> EXERCISE GOAL: Among the records, find the lines that hold the string "grid" and return them.

(Dataset entries)

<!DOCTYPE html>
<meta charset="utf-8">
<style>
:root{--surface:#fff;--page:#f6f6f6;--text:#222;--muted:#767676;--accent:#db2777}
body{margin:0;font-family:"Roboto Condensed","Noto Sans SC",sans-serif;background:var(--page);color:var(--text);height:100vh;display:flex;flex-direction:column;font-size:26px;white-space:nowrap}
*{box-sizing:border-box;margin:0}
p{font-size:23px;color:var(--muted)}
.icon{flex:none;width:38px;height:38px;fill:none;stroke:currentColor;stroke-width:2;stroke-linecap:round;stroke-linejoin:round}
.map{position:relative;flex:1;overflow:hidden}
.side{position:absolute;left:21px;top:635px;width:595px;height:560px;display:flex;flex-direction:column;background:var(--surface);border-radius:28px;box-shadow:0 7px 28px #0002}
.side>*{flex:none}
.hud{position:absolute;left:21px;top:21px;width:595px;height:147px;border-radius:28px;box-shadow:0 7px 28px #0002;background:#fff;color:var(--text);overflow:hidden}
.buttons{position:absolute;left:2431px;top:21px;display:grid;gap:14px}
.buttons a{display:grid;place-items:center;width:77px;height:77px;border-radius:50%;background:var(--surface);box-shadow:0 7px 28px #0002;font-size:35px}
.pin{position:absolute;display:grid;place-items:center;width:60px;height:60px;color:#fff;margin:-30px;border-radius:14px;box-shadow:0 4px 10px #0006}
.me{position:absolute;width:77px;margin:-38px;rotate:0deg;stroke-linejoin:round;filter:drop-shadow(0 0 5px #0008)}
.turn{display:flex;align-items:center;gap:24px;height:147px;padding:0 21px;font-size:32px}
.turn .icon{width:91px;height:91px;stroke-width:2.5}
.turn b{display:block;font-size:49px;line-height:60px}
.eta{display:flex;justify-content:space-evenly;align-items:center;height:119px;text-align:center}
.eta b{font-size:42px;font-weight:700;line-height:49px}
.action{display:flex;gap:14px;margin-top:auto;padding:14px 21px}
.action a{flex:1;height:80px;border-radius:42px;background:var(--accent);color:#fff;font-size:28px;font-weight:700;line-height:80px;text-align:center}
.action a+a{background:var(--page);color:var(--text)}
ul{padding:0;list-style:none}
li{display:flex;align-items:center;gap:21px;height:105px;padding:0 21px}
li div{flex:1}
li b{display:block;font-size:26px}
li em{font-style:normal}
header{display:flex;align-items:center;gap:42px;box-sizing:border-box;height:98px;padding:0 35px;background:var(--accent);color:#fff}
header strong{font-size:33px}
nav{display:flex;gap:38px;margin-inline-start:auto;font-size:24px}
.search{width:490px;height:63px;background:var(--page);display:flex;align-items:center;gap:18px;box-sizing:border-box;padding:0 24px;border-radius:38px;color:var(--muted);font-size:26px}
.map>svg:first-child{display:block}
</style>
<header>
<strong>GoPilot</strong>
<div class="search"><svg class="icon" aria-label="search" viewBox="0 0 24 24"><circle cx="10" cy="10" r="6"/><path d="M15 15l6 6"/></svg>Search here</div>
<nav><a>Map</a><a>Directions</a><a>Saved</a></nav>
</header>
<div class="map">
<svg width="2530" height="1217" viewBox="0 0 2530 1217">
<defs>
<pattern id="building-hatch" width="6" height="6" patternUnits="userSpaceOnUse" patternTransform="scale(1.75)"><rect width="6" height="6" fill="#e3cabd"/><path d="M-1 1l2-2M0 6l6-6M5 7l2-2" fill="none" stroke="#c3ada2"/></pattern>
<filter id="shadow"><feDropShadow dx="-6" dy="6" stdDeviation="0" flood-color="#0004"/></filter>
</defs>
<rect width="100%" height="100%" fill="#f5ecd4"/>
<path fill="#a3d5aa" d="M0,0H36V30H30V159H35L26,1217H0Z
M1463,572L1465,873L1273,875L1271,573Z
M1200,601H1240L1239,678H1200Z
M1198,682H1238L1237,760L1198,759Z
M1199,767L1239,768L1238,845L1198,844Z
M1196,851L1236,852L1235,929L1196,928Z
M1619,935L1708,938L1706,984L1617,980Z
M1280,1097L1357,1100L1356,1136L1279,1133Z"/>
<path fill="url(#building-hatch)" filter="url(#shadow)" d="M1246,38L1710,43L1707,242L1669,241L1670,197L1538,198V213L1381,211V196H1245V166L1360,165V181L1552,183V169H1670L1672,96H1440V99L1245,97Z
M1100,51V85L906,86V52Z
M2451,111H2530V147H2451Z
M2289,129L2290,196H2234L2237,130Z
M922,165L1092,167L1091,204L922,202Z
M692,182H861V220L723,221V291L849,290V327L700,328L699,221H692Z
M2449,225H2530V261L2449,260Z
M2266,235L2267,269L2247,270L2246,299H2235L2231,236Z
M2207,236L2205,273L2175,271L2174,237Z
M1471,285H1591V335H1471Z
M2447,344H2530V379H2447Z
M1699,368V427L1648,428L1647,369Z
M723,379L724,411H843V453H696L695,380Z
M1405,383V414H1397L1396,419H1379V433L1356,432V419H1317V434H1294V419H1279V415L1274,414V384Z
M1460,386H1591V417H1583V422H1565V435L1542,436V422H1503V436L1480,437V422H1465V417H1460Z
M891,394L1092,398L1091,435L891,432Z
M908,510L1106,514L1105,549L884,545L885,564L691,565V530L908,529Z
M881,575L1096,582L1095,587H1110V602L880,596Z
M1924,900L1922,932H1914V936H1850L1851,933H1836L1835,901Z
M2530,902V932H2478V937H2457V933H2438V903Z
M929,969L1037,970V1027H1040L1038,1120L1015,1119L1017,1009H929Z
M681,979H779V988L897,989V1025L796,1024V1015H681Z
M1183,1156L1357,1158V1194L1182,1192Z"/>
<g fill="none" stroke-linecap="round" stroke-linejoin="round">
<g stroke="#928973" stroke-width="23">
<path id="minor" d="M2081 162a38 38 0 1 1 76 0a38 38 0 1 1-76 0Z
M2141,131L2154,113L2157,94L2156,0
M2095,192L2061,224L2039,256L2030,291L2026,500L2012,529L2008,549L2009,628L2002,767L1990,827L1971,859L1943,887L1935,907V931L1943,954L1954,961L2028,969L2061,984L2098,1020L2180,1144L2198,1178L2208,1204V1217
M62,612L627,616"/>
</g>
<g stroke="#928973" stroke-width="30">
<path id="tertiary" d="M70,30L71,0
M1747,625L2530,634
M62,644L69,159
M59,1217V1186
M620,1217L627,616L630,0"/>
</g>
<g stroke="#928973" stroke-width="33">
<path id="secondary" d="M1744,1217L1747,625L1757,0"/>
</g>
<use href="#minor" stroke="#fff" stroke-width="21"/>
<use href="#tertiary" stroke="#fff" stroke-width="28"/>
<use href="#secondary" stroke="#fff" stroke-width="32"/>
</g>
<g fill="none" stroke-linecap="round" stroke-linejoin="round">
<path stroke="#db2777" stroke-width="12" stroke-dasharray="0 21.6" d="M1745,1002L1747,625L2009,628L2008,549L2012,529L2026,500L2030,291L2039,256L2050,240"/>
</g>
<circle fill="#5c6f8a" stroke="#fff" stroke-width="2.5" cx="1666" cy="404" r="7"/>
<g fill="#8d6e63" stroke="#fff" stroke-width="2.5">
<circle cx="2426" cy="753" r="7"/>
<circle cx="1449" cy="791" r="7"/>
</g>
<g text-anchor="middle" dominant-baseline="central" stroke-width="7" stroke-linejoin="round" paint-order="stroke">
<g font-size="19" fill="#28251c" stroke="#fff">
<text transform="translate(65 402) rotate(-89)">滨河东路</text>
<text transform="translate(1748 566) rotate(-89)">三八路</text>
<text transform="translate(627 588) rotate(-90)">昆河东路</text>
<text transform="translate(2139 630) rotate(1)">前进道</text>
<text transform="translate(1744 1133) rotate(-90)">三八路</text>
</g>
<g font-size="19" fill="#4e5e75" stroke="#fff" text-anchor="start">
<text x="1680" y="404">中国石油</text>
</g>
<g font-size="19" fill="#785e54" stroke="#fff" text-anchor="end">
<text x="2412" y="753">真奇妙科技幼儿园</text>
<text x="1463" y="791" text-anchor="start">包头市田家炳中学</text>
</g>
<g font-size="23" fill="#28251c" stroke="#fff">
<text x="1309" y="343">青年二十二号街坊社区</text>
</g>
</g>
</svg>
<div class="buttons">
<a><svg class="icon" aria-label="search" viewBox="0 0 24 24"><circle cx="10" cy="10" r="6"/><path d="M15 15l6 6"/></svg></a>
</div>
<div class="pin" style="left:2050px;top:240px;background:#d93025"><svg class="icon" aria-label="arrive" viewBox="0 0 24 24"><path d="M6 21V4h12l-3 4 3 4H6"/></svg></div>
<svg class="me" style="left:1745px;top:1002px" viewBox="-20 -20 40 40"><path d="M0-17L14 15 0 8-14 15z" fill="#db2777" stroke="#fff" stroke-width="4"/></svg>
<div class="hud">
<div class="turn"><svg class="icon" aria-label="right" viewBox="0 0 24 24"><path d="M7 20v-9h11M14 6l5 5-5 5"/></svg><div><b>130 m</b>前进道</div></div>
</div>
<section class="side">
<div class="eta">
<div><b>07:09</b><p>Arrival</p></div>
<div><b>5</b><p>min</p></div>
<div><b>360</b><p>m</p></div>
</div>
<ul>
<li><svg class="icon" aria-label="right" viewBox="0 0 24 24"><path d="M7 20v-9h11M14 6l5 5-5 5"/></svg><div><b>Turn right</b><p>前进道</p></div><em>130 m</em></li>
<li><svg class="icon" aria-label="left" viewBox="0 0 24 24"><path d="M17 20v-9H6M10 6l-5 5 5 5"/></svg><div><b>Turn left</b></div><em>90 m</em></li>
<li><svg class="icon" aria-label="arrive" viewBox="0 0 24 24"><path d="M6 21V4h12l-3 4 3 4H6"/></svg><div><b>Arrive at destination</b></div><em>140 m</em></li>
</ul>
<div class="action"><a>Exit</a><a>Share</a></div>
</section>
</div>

> EXERCISE RESPONSE:
.buttons{position:absolute;left:2431px;top:21px;display:grid;gap:14px}
.buttons a{display:grid;place-items:center;width:77px;height:77px;border-radius:50%;background:var(--surface);box-shadow:0 7px 28px #0002;font-size:35px}
.pin{position:absolute;display:grid;place-items:center;width:60px;height:60px;color:#fff;margin:-30px;border-radius:14px;box-shadow:0 4px 10px #0006}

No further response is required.